The unmet medical need in solid organ transplantation is to eliminate the lifelong requirement of powerful immune suppression drug combinations with their attendant side effects, and to prevent immune mediated rejection of the organ transplant. The proposed trial is designed to study if following a 'standard of care' deceased donor liver transplant host conditioning using Total Lymphoid Irradiation (TLI) and Anti-Tthymocyte Globulin (ATG) will result in operational tolerance and ultimately allow for immunosuppression drug minimization or cessation.
It has been hypothesized that the ATG and TLI conditioning regimen post liver transplant will be safe and well tolerated and will result in recipients successfully being withdrawn from immunosuppression within 2 years after liver transplantation.

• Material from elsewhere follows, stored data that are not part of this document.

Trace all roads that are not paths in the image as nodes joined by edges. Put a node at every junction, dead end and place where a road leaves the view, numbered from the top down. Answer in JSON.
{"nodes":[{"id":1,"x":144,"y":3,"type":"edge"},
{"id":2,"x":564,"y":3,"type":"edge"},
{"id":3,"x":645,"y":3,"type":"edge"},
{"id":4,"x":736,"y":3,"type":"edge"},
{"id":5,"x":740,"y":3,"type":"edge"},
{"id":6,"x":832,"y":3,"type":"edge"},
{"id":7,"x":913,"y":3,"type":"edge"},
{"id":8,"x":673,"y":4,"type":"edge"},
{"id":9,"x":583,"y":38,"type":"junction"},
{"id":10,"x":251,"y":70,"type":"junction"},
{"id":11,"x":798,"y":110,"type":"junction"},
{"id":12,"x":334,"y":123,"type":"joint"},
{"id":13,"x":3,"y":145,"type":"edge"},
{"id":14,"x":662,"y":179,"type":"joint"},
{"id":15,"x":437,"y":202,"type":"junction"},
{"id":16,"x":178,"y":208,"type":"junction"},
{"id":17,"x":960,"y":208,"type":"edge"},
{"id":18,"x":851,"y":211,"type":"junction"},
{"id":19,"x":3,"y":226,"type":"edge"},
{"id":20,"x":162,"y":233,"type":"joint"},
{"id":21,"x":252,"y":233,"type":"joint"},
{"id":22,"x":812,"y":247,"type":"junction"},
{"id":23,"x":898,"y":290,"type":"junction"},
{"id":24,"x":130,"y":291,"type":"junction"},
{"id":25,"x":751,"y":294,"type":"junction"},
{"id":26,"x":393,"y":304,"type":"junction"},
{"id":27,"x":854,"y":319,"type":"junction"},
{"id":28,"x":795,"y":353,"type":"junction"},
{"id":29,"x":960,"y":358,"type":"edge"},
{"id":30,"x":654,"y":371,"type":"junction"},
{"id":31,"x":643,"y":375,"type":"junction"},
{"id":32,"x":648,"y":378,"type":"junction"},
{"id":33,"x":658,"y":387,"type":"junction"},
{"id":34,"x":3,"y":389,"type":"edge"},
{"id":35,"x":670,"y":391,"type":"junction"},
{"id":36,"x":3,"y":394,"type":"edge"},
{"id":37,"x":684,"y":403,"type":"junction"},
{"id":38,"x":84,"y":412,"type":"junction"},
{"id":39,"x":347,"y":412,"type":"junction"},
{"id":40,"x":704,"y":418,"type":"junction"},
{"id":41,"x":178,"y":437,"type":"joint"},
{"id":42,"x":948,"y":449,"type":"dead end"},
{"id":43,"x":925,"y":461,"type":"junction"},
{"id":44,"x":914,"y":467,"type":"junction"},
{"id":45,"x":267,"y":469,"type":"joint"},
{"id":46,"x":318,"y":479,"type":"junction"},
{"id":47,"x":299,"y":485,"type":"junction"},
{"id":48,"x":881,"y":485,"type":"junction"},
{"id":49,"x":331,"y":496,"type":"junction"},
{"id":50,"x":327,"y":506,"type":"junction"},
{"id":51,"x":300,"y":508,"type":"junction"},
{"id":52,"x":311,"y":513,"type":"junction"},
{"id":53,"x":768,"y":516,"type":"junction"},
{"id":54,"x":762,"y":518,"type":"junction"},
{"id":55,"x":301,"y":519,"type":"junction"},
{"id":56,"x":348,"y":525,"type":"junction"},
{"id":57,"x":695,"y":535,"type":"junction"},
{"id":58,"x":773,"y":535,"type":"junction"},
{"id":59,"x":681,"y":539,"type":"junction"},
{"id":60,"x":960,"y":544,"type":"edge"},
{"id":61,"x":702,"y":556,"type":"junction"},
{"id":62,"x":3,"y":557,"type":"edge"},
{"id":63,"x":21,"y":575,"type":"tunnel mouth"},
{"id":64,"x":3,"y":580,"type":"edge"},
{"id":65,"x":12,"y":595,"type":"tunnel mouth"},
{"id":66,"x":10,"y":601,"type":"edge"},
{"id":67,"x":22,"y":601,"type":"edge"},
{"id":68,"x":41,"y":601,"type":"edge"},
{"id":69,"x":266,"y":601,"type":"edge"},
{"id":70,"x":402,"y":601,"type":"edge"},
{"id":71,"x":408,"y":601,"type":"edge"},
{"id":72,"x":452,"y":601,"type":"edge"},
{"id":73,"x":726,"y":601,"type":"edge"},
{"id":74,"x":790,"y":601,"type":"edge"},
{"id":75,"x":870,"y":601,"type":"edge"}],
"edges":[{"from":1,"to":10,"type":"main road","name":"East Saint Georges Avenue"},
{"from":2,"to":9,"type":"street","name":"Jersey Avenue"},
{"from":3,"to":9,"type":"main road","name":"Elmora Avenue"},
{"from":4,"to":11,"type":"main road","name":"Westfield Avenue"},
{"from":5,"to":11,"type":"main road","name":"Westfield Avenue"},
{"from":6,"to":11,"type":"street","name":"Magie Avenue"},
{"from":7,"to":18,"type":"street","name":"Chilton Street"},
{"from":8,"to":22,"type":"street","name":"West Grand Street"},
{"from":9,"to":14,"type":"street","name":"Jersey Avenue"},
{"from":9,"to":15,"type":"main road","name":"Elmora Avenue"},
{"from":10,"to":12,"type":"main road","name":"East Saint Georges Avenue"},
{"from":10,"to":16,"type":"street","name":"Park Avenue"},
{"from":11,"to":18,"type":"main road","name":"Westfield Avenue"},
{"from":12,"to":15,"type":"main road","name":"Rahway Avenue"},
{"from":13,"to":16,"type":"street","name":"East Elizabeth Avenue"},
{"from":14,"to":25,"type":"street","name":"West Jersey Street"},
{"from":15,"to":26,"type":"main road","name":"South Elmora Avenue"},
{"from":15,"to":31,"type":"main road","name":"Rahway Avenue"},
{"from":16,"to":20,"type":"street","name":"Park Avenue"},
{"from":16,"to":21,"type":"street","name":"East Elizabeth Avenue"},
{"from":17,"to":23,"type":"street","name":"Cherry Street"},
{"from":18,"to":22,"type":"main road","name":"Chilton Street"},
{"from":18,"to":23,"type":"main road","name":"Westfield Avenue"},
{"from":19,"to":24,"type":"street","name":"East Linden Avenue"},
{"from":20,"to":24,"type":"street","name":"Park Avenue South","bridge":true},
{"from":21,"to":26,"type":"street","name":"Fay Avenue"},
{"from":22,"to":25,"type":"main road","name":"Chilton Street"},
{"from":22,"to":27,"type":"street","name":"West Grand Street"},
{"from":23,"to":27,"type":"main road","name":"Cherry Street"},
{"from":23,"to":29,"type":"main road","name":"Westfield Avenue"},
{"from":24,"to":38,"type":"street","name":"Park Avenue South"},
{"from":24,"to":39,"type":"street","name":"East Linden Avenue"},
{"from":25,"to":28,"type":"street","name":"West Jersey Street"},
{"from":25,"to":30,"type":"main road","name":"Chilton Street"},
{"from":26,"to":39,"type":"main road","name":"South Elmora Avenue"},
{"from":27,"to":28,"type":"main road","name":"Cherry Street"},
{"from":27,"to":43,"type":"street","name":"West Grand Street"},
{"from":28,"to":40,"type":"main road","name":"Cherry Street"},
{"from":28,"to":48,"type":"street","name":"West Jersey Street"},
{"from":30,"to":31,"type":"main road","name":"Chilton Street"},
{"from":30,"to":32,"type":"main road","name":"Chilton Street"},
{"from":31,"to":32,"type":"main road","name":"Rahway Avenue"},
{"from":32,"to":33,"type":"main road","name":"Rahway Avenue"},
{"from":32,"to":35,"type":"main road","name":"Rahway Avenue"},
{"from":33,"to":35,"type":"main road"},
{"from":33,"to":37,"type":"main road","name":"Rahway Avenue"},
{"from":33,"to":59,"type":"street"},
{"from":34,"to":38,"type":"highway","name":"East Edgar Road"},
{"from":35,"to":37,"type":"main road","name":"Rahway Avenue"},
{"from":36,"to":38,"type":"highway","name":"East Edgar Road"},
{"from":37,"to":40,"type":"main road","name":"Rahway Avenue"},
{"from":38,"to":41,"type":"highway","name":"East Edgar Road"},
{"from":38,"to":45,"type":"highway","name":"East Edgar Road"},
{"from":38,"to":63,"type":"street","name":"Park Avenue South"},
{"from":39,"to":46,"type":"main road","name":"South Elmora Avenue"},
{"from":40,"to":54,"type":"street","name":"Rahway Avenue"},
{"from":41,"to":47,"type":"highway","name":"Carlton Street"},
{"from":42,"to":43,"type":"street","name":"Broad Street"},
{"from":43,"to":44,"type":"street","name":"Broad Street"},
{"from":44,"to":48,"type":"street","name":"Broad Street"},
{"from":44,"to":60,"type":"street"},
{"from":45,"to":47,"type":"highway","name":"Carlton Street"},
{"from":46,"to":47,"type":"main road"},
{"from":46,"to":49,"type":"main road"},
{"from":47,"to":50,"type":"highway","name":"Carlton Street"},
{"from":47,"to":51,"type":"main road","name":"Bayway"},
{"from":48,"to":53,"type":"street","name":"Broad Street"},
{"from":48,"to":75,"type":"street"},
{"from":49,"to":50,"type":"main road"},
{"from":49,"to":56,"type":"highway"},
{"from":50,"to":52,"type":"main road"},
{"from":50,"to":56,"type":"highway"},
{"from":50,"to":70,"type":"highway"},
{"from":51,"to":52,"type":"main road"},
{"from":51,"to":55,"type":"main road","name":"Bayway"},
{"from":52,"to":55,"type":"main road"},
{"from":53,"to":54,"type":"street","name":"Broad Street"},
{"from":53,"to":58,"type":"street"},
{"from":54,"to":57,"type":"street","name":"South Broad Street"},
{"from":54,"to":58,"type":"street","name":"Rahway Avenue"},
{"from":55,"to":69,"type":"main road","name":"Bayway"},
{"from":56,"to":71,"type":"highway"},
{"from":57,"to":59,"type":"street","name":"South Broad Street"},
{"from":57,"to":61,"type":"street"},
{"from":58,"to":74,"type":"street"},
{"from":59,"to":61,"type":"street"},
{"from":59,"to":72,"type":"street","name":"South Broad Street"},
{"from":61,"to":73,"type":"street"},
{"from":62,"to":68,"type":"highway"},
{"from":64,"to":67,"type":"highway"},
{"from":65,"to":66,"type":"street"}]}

We will test the hypothesis that by using a conditioning regimen of ATG and TLI to induce this operational tolerance will allow immunosuppressive drug minimization and cessation while maintaining normal graft function and without the risk of graft rejection.
Importance of this knowledge:
Operational tolerance occurs spontaneously in a minority of liver transplant recipients; however, predictable and reproducible induction of tolerance remains an unmet need. Building on extensive experience with TLI-based tolerance induction in kidney transplantation at Stanford, this study aims to evaluate whether a non-myeloablative conditioning regimen using TLI and ATG can safely facilitate immunosuppression minimization and withdrawal in liver transplant recipients without the use of donor hematopoietic cell infusion.